Congenital triangular alopecia is often asymptomatic and persistent throughout life.12 It is considered a permanent condition that does not require treatment other than for cosmetic purposes.1 There is no effective medical treatment for CTA, and patients should be informed of the benign nature of the disease.4 The cosmetic outcome of hair restoration surgery involving follicular unit transplantation or surgical excision may be satisfactory for some patients.1,4 In only a few instances is surgical excision of a tiny, localized region of alopecia feasible.1,4 Hair transplantation is an option for psychologically distressed patients.1,4 The use of topical or intralesional corticosteroids to treat CTA has proven ineffective.1,13

There are very few reports on the topical application of minoxidil for treating CTA.4 Bang et al reported a compelling case of transient improvement in a 1-year-old child treated with 3% topical minoxidil.
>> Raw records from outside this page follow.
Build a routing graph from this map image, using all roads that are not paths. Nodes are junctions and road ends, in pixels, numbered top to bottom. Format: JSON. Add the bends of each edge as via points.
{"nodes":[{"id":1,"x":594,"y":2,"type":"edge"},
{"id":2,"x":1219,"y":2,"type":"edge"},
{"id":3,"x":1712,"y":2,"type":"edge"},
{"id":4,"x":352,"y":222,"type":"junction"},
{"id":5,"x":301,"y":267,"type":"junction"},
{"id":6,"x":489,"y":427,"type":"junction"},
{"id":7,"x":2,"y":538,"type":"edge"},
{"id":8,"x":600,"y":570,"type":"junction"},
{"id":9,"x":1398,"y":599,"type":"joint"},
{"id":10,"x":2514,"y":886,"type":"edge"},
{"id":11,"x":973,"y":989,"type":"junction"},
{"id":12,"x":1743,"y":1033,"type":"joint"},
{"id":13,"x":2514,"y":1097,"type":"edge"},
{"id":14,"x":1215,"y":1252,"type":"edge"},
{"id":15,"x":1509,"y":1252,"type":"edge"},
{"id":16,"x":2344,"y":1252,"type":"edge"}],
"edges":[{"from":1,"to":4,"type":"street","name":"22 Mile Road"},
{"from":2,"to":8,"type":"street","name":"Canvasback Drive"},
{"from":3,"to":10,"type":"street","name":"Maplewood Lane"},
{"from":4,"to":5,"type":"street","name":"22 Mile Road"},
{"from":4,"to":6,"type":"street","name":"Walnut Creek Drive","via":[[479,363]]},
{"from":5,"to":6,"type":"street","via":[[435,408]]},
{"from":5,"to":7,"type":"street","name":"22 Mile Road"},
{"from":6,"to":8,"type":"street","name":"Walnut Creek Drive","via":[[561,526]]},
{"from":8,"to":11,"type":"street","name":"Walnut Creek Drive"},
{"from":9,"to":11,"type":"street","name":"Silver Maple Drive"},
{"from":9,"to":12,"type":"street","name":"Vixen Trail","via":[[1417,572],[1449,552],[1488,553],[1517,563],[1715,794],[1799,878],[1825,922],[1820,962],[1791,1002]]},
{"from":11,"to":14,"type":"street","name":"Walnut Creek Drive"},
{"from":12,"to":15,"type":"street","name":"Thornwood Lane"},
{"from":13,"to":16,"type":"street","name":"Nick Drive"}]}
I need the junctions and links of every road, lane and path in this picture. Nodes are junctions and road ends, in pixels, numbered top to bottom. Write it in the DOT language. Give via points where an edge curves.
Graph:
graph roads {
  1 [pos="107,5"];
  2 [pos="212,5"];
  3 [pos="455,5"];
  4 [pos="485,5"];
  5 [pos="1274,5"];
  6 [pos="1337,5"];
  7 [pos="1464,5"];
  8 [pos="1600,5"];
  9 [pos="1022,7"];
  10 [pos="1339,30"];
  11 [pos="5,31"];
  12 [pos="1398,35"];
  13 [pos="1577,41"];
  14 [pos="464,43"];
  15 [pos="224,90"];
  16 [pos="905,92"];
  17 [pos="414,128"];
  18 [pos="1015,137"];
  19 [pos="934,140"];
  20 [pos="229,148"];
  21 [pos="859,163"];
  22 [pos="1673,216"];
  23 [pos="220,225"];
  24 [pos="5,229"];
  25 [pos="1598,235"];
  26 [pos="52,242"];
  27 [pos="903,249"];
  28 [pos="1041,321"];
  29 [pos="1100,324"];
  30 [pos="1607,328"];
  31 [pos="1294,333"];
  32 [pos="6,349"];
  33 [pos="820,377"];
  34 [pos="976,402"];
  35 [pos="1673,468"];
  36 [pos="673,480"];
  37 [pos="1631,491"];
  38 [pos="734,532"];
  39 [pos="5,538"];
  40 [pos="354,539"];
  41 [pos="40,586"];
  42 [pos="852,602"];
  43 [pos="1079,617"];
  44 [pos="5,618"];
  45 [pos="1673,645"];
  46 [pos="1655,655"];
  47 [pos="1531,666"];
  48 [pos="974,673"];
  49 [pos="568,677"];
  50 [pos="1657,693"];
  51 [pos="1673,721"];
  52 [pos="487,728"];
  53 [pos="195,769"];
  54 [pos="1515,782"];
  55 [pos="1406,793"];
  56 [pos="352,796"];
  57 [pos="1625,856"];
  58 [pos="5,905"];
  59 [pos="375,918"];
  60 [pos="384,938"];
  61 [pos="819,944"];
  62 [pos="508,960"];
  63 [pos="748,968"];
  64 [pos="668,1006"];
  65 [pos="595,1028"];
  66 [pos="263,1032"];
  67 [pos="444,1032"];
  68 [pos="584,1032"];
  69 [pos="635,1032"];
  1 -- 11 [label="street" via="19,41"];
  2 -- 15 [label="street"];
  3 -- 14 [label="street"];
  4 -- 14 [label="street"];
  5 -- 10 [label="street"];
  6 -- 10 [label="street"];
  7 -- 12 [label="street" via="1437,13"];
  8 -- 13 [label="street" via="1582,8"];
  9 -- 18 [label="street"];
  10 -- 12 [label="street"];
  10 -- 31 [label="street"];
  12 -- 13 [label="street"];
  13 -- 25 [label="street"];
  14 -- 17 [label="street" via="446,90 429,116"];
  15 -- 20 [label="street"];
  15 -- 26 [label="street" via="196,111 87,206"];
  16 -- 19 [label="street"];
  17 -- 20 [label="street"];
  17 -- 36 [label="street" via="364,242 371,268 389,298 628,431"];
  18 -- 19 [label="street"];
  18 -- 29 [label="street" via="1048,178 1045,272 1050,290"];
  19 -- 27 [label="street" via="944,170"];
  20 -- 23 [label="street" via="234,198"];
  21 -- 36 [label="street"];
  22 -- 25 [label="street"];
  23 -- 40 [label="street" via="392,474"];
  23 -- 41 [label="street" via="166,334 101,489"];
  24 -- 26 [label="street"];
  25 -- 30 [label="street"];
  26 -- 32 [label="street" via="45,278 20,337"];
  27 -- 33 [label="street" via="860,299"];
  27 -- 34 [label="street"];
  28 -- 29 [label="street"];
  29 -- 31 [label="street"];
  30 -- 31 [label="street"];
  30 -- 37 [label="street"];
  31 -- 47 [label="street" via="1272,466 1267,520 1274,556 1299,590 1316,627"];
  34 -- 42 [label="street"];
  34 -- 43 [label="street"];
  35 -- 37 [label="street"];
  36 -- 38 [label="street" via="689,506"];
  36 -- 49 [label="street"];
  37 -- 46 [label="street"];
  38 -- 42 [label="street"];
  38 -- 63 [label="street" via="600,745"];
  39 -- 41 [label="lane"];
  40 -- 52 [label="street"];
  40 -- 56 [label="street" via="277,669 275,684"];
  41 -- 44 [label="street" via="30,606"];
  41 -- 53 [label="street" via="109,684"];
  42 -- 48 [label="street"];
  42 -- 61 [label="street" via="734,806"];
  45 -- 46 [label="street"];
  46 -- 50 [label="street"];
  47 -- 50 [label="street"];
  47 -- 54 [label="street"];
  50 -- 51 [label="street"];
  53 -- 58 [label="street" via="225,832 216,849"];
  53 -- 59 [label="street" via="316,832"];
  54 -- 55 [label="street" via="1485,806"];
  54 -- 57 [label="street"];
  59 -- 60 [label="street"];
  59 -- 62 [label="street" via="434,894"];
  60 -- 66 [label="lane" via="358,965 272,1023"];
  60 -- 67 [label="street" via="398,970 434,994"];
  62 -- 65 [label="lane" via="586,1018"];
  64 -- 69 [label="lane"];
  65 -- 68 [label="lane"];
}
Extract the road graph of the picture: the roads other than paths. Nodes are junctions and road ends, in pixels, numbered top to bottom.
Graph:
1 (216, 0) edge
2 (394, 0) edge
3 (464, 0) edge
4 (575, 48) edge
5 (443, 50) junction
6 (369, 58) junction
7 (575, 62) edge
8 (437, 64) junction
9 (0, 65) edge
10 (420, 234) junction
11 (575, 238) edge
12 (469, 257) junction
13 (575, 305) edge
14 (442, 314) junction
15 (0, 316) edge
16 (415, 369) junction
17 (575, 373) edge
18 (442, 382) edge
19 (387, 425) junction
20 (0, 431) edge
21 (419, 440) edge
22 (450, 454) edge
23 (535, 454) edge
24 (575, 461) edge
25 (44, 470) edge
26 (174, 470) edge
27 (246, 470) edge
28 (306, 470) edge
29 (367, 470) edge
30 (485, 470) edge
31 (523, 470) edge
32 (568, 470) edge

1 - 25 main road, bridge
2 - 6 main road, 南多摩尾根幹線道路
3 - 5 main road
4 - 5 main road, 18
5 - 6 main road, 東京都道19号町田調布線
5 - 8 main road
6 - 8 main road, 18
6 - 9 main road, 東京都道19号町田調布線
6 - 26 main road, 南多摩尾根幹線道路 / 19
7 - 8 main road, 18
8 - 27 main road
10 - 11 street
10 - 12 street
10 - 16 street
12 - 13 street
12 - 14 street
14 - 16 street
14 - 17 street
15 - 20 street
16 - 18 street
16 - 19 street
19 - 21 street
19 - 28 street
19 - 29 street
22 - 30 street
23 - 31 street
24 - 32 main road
The proliferation of terminal hair was observed. Unfortunately, hair regrowth was not sustained after treatment was discontinued.7 Pathania reported a 16-year-old boy with CTA who responded to 5% topical minoxidil.14 The patient had terminal hair growth in an alopecia region on the left frontotemporal scalp after four weeks of treatment. The effectiveness of 5% topical minoxidil solution was also seen in our patient, with initial hair growth after two months and new terminal hairs almost covering the lesion after eight months. This was confirmed further through trichoscopy assessment, which revealed an abundance of newly formed terminal hairs. The observation of new vellus and terminal hair in the CTA zone from minoxidil use corroborates it with the case of Bang et al,7 which supports the presence of medically salvageable hair follicles on the CTA.

Conclusion

Congenital triangular alopecia is a rare condition that may not be properly diagnosed or reported due to difficulties in differentiating it from other forms of nonscarring alopecia. Including CTA as a potential diagnosis may contribute to the avoidance of unnecessary therapy. This case suggests that topical administration of 5% minoxidil solution might potentially be an effective treatment for CTA in male adolescents, however, longer term treatment is required to indicate normalization of the alopecia area.

Ethics Statement

The publication of images were included in the patient’s consent for publication of the case. Institutional approval has been obtained to publish the case details.

Consent Statement

The authors certify that they have obtained all appropriate patient consent forms. His parent provided written informed consent for the case details and images to be published.

Acknowledgments

The authors would like to thank the staff of the Department of Dermatology and Venereology, Faculty of Medicine, Universitas Padjadjaran, Bandung, West Java, Indonesia.

Funding

The authors declare that this study has received no financial support.

Disclosure

The authors report no conflicts of interest in this work.